## Notes on crypto for beginners (with one promise and an update on R-sequence)

With axiom of induction $\forall P [[P(0) \wedge (\forall_{k \in N})(P(k)\rightarrow P(k+1)))]\rightarrow \forall_{n \in N} P(n)]]$, we often connect infinite descent, ie. we find $P(0)$ and implication for mapping consecutive solutions so that we reach contradiction. In simpler crypto cases we often deal with Vieta jumping, in more advanced cases we deal with complex mapping. But now, if we are to e.g. prove that for each positive integer $K$ there exist infinitely many even positive integers which can be written in more than $K$ ways as the sum of two odd primes, then we find it troublesome to find the right mapping.
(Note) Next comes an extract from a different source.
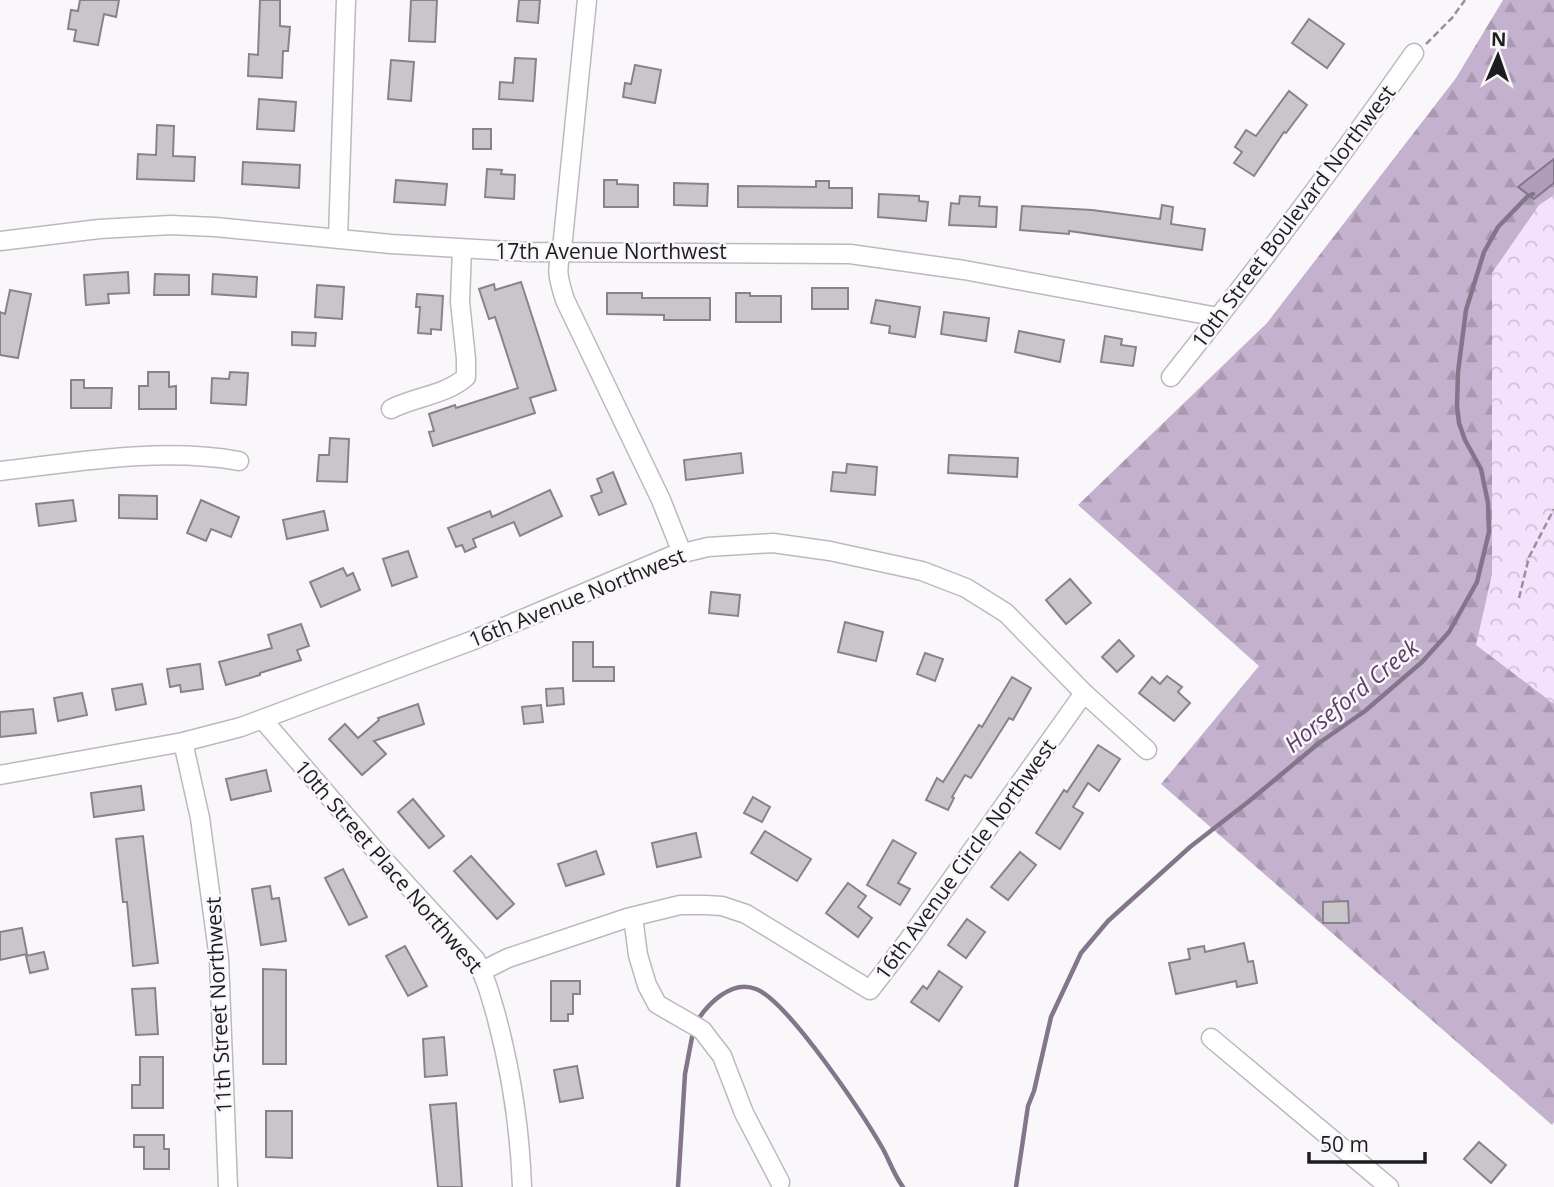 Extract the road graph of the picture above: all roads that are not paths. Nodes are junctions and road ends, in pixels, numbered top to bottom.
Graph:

Often times we could use mapping from lemmas like e.g. if $w$ is an integer, and if two coprime positive integers $x$ and $y$ are such that $xy$ is a $w$-th power of a positive integer, then both $x$ and $y$ are $w$-th powers of positive integers. For crypto purposes we could use the basics like the fact: $\pi\left(\sqrt{p_{1}p_{2}\cdots p_{n}}\right) > 2n.$ or that for $p$ prime there exists a prime number $q$ such that for every integer $n$,$n^p-n$  is not divisible by $q$, or standard things from Riemann, Gauss etc. But, the most important point I’d like to make is that the additonal intelligence used is not the descent itself, but only part of the attack on the code allowing to understand it better. Thus, I’d like to focus a bit more on the descent itself. For its use in crypto (and not only), on three things, ie. Axioms of set theory, Hilbert’s axioms and Tarski’s axioms in the context of the descent. This will be addressed in one of the later posts, and hope you will love it.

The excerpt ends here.